• Exercise goal:
Pick out every line of the entries below where "dead" occurs, and copy those lines.

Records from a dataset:
········

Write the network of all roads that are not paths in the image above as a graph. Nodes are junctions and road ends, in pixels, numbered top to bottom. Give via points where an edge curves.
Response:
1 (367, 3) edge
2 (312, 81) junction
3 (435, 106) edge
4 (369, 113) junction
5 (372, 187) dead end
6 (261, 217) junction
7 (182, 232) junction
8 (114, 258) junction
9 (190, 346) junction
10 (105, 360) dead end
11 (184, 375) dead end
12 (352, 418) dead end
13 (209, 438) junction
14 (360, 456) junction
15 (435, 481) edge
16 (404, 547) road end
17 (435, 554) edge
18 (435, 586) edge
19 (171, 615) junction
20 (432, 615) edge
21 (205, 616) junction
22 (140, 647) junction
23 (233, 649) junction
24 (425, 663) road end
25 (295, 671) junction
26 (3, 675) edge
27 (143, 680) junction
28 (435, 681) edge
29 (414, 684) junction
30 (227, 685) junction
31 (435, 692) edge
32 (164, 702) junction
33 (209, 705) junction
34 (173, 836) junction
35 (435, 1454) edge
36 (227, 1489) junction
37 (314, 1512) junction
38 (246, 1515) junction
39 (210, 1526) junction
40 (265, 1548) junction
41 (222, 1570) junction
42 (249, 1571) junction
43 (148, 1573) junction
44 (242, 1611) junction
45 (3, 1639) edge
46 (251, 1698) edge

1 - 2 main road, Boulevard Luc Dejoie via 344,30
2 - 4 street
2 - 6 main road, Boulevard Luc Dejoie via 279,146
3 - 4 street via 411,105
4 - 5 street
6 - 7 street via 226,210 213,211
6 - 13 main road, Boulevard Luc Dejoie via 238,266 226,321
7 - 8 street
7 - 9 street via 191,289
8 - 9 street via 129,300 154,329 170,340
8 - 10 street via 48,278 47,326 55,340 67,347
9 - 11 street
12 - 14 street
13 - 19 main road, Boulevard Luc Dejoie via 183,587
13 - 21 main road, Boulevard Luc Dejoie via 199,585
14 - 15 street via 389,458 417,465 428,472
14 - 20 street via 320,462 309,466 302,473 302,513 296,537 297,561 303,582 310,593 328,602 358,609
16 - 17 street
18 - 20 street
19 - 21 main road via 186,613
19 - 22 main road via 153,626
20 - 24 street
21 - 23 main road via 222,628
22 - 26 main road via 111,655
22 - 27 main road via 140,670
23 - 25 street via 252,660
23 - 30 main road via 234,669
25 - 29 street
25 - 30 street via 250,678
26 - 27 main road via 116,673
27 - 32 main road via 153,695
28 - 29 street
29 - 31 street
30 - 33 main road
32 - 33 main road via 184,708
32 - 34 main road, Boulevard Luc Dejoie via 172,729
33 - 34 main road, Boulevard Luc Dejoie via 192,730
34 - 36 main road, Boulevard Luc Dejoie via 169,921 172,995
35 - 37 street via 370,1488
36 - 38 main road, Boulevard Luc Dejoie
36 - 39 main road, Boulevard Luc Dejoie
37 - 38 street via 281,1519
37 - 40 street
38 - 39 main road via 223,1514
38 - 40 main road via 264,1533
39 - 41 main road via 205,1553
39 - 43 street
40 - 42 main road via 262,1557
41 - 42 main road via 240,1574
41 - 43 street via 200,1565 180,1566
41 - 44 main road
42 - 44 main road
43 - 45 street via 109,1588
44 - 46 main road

········

• Solution for this problem:
5 (372, 187) dead end
10 (105, 360) dead end
11 (184, 375) dead end
12 (352, 418) dead end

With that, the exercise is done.